Any suggestions are welcome. Thank you for your time.


----------



## Fire21 (Mar 9, 2014)

It's my understanding that Bachmann has improved the quality of their locos from what they were in the past. However, I also am told that train sets are the lowest of the low quality.

My suggestion would be to send the loco in to Bachmann and let them deal with the repair. Even their cheapest stuff should have some warranty coverage.


----------



## Brakeman Jake (Mar 8, 2009)

Use Bachmann's website customer service and explain your problem.They'll tell you how to proceed.My experience with their service department has been very good.


----------



## geo61bird (Mar 1, 2016)

Send it in for a replacement.


----------



## rrjim1 (Mar 12, 2015)

I owned one that had the very same problem. I sold it and wouldn't purchase any Bachmann locos for several years. I now own three Bachmann Steam locos that run very well.


----------



## bpiperjr (Dec 12, 2011)

The 4-8-4 is an older designed engine. I wouldn't buy a train set. Instead, I would purchase a good recently launched Bachmann engine or look at spookshow to get a review before the purchase: http://www.spookshow.net/locos.html and buy the track separately. Just my humble opinion.


----------



## geo61bird (Mar 1, 2016)

Spookshow's site is awesome, love it.
It got an OK review, hopefully just got a dud. We'll see when the engine gets back home.


----------



## rrjim1 (Mar 12, 2015)

geo61bird said:


> Spookshow's site is awesome, love it.
> It got an OK review, hopefully just got a dud. We'll see when the engine gets back home.
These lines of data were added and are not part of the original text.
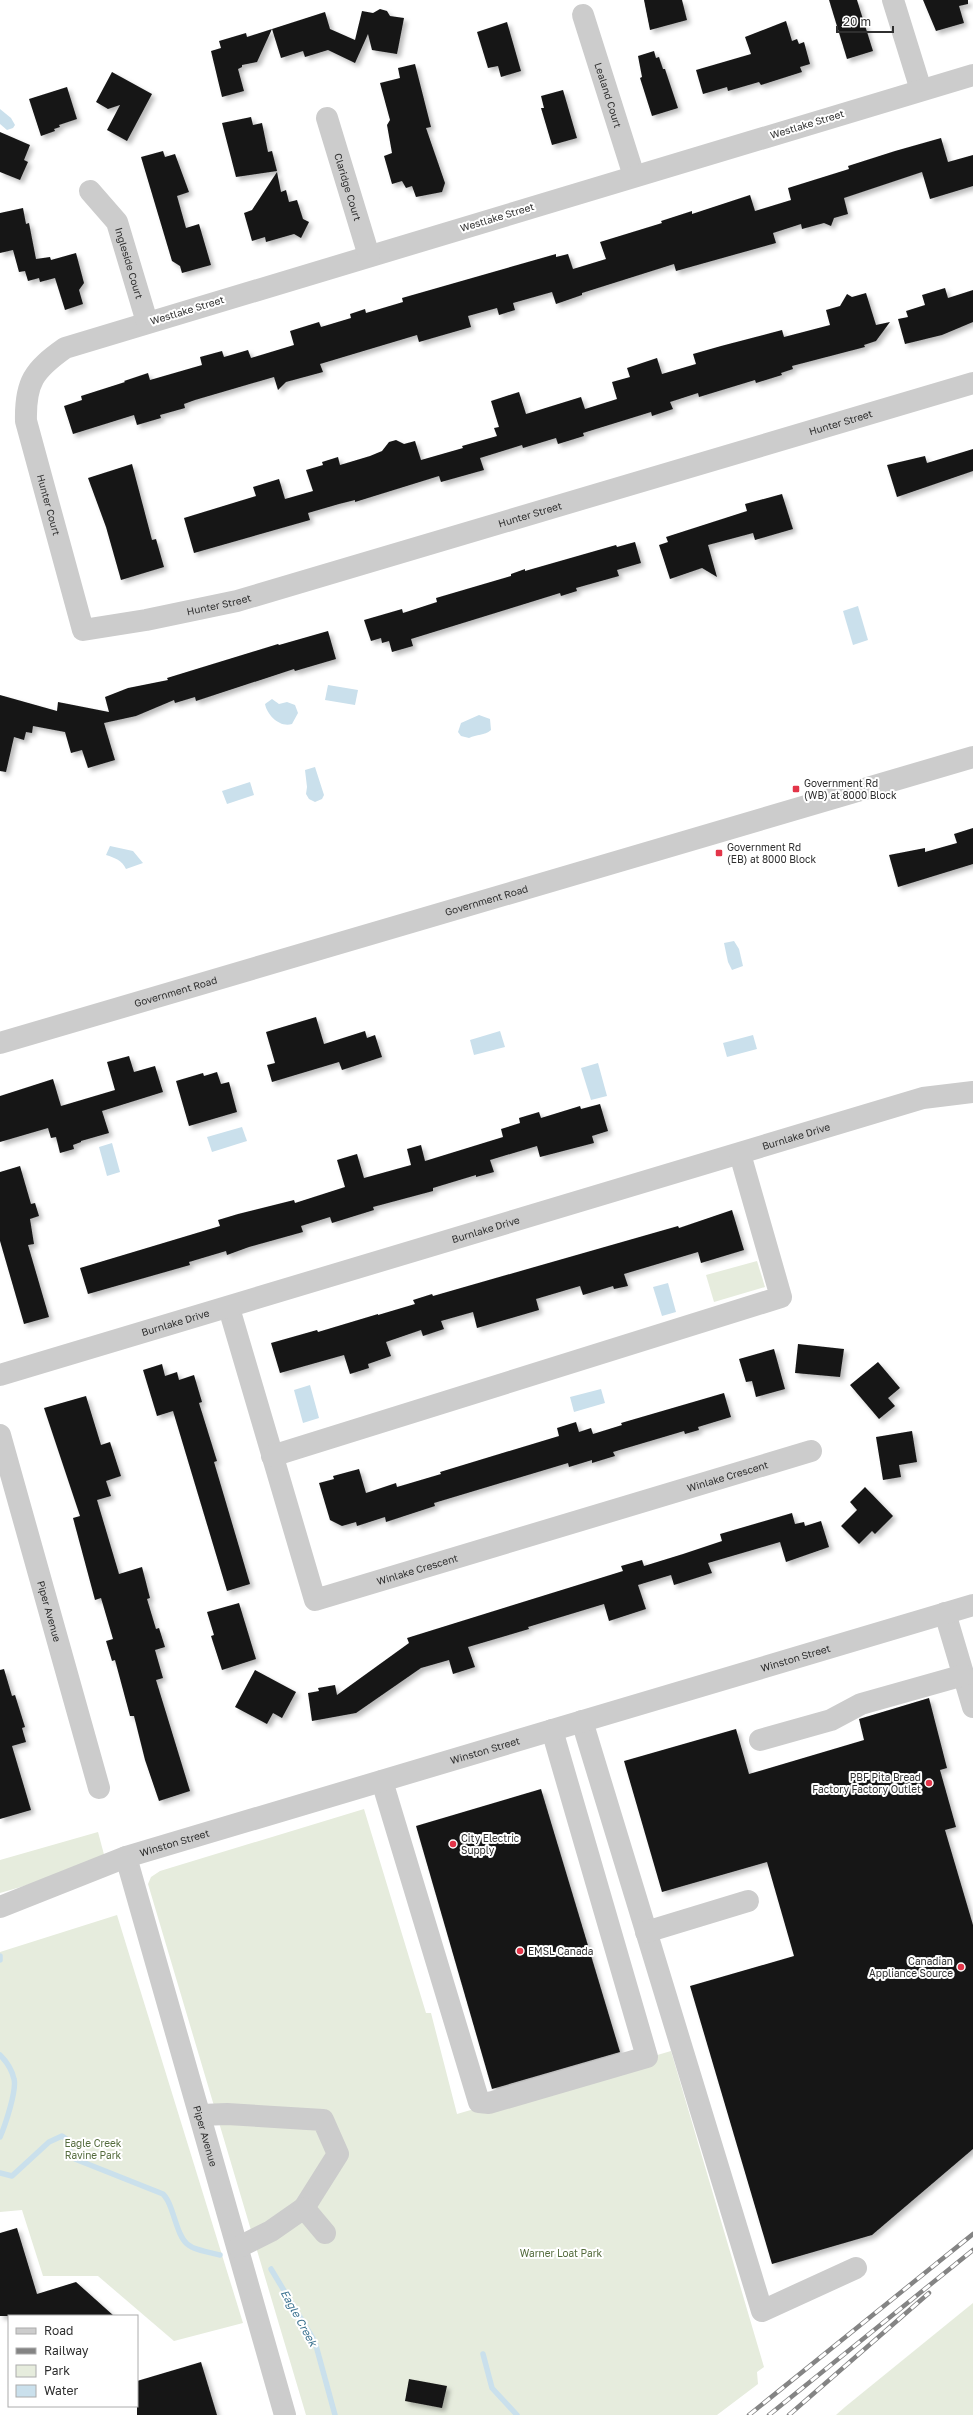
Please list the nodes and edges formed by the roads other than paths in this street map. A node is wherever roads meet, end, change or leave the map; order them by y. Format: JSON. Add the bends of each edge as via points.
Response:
{"nodes":[{"id":1,"x":893,"y":0,"type":"edge"},
{"id":2,"x":583,"y":15,"type":"dead end"},
{"id":3,"x":973,"y":75,"type":"edge"},
{"id":4,"x":921,"y":90,"type":"junction"},
{"id":5,"x":327,"y":118,"type":"dead end"},
{"id":6,"x":634,"y":176,"type":"junction"},
{"id":7,"x":90,"y":191,"type":"dead end"},
{"id":8,"x":369,"y":256,"type":"junction"},
{"id":9,"x":147,"y":322,"type":"junction"},
{"id":10,"x":33,"y":379,"type":"joint"},
{"id":11,"x":973,"y":383,"type":"edge"},
{"id":12,"x":83,"y":630,"type":"joint"},
{"id":13,"x":973,"y":757,"type":"edge"},
{"id":14,"x":0,"y":1043,"type":"edge"},
{"id":15,"x":973,"y":1092,"type":"edge"},
{"id":16,"x":740,"y":1154,"type":"junction"},
{"id":17,"x":229,"y":1308,"type":"junction"},
{"id":18,"x":0,"y":1375,"type":"edge"},
{"id":19,"x":0,"y":1435,"type":"edge"},
{"id":20,"x":811,"y":1450,"type":"dead end"},
{"id":21,"x":272,"y":1456,"type":"junction"},
{"id":22,"x":6,"y":1478,"type":"edge"},
{"id":23,"x":973,"y":1605,"type":"edge"},
{"id":24,"x":945,"y":1613,"type":"junction"},
{"id":25,"x":964,"y":1675,"type":"junction"},
{"id":26,"x":973,"y":1708,"type":"edge"},
{"id":27,"x":582,"y":1721,"type":"junction"},
{"id":28,"x":552,"y":1730,"type":"junction"},
{"id":29,"x":760,"y":1740,"type":"dead end"},
{"id":30,"x":382,"y":1781,"type":"junction"},
{"id":31,"x":99,"y":1788,"type":"dead end"},
{"id":32,"x":126,"y":1857,"type":"junction"},
{"id":33,"x":748,"y":1901,"type":"dead end"},
{"id":34,"x":0,"y":1906,"type":"edge"},
{"id":35,"x":646,"y":1932,"type":"junction"},
{"id":36,"x":201,"y":2115,"type":"junction"},
{"id":37,"x":304,"y":2208,"type":"junction"},
{"id":38,"x":325,"y":2232,"type":"dead end"},
{"id":39,"x":239,"y":2247,"type":"junction"},
{"id":40,"x":856,"y":2268,"type":"dead end"},
{"id":41,"x":285,"y":2415,"type":"edge"}],
"edges":[{"from":1,"to":4,"type":"street"},
{"from":2,"to":6,"type":"street","name":"Lealand Court"},
{"from":3,"to":4,"type":"street","name":"Westlake Street"},
{"from":4,"to":6,"type":"street","name":"Westlake Street"},
{"from":5,"to":8,"type":"street","name":"Claridge Court"},
{"from":6,"to":8,"type":"street","name":"Westlake Street"},
{"from":7,"to":9,"type":"street","name":"Ingleside Court","via":[[117,222]]},
{"from":8,"to":9,"type":"street","name":"Westlake Street"},
{"from":9,"to":10,"type":"street","name":"Westlake Street","via":[[65,348],[44,363]]},
{"from":10,"to":12,"type":"street","name":"Hunter Court","via":[[26,399],[26,422]]},
{"from":11,"to":12,"type":"street","name":"Hunter Street","via":[[237,601]]},
{"from":13,"to":14,"type":"street","name":"Government Road"},
{"from":15,"to":16,"type":"street","name":"Burnlake Drive","via":[[923,1098]]},
{"from":16,"to":17,"type":"street","name":"Burnlake Drive"},
{"from":16,"to":21,"type":"street","via":[[781,1297]]},
{"from":17,"to":18,"type":"street","name":"Burnlake Drive"},
{"from":17,"to":21,"type":"street","name":"Winlake Crescent"},
{"from":19,"to":22,"type":"street","name":"Piper Avenue"},
{"from":20,"to":21,"type":"street","name":"Winlake Crescent","via":[[315,1600]]},
{"from":22,"to":31,"type":"street","name":"Piper Avenue"},
{"from":23,"to":24,"type":"street","name":"Winston Street"},
{"from":24,"to":25,"type":"street"},
{"from":24,"to":27,"type":"street","name":"Winston Street"},
{"from":25,"to":26,"type":"street"},
{"from":25,"to":29,"type":"street","via":[[861,1704],[831,1720]]},
{"from":27,"to":28,"type":"street","name":"Winston Street"},
{"from":27,"to":35,"type":"street"},
{"from":28,"to":30,"type":"street","name":"Winston Street"},
{"from":28,"to":30,"type":"street","via":[[646,2057],[615,2067],[489,2103],[479,2102]]},
{"from":30,"to":32,"type":"street","name":"Winston Street"},
{"from":32,"to":34,"type":"street","name":"Winston Street"},
{"from":32,"to":36,"type":"street","name":"Piper Avenue"},
{"from":33,"to":35,"type":"street"},
{"from":35,"to":40,"type":"street","via":[[762,2311]]},
{"from":36,"to":37,"type":"street","via":[[227,2114],[322,2120],[338,2154]]},
{"from":36,"to":39,"type":"street","name":"Piper Avenue"},
{"from":37,"to":38,"type":"street"},
{"from":37,"to":39,"type":"street","via":[[271,2231]]},
{"from":39,"to":41,"type":"street","name":"Piper Avenue"}]}
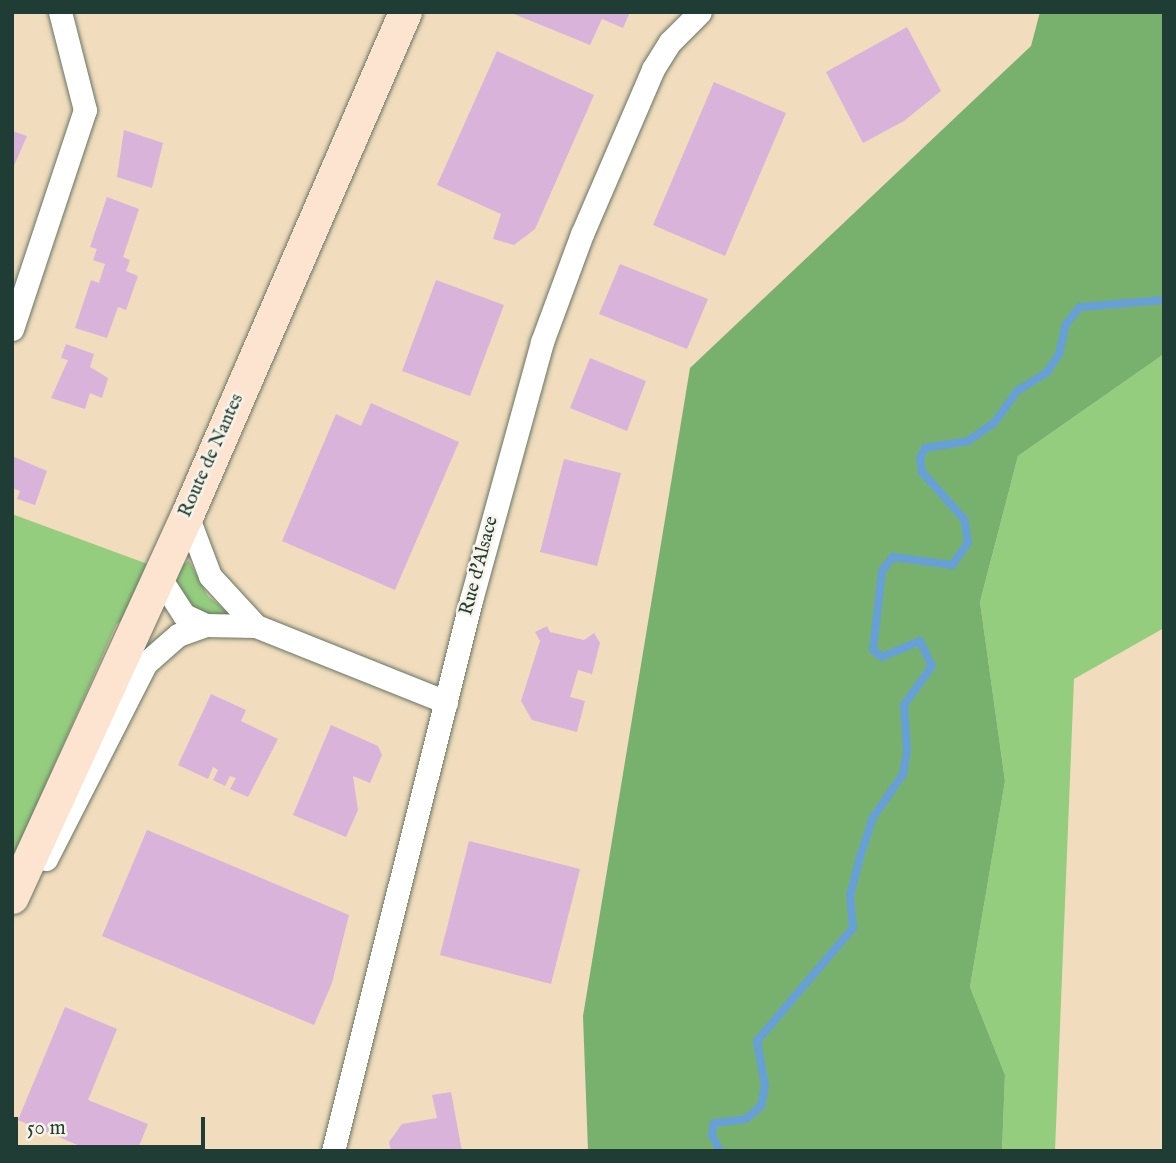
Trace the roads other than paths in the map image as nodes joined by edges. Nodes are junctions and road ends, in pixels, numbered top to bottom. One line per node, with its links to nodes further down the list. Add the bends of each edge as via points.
1 (60, 12): 4 (street, via 85,110)
2 (405, 12): 5 (main road, Route de Nantes)
3 (701, 12): 9 (street, Rue d'Alsace, via 670,43 653,69 560,288 526,394)
4 (12, 329)
5 (187, 514): 6 (main road, Route de Nantes); 8 (street, via 210,576)
6 (158, 575): 7 (street, via 184,615); 10 (main road, Route de Nantes)
7 (205, 625): 8 (street); 11 (street, via 178,635 146,663 29,894)
8 (256, 626): 9 (street)
9 (446, 702): 12 (street, Rue d'Alsace)
10 (12, 897)
11 (12, 911)
12 (333, 1151)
Hope your Bachmann replacement run better! 

Nice T-bird, I own a red 1964 Ford Galaxie 500.


----------



## geo61bird (Mar 1, 2016)

rrjim1 said:


> Hope your Bachmann replacement run better!
> 
> Nice T-bird, I own a red 1964 Ford Galaxie 500.


Thanks, I hope so too...

My dream car is a 1963 1/2 427 Galaxie... and a '59 Lincoln 2-door hardtop. Came close to owning the ladder.


----------



## geo61bird (Mar 1, 2016)

Fire21 said:


> It's my understanding that Bachmann has improved the quality of their locos from what they were in the past. However, I also am told that train sets are the lowest of the low quality.
> 
> My suggestion would be to send the loco in to Bachmann and let them deal with the repair. Even their cheapest stuff should have some warranty coverage.


I agree that the Northern is a poor design, but the F7-a I picked up with another set runs great!!!


----------



## geo61bird (Mar 1, 2016)

Received replacement Northern in the mail today, axles are all smooth, runs pretty good, trailing trucks though are going to need some tweaking.


----------



## bpiperjr (Dec 12, 2011)

I'm glad it working for you.


----------



## geo61bird (Mar 1, 2016)

bpiperjr said:


> I'm glad it working for you.


Thanks 

close call yesterday, my girlfriend said take a picture :laugh: :smilie_daumenpos:


----------



## biglionelguy (Nov 11, 2015)

Yeah, those starter set trains are cheap. Just call Bachmann and theyll send you another one


----------



## Tony35 (Mar 18, 2016)

Glad to hear they got you fixed up


----------



## geo61bird (Mar 1, 2016)

Yes, the replacement was a great runner. Sold it on eBay and went a total different direction, now have a Kato Metra F40PH... :smilie_daumenpos:

Going to save up for a Broadway limited w/sound steam engine... Maybe.


----------



## Ike8120 (Mar 5, 2016)

As other have said contact Bachmann.


----------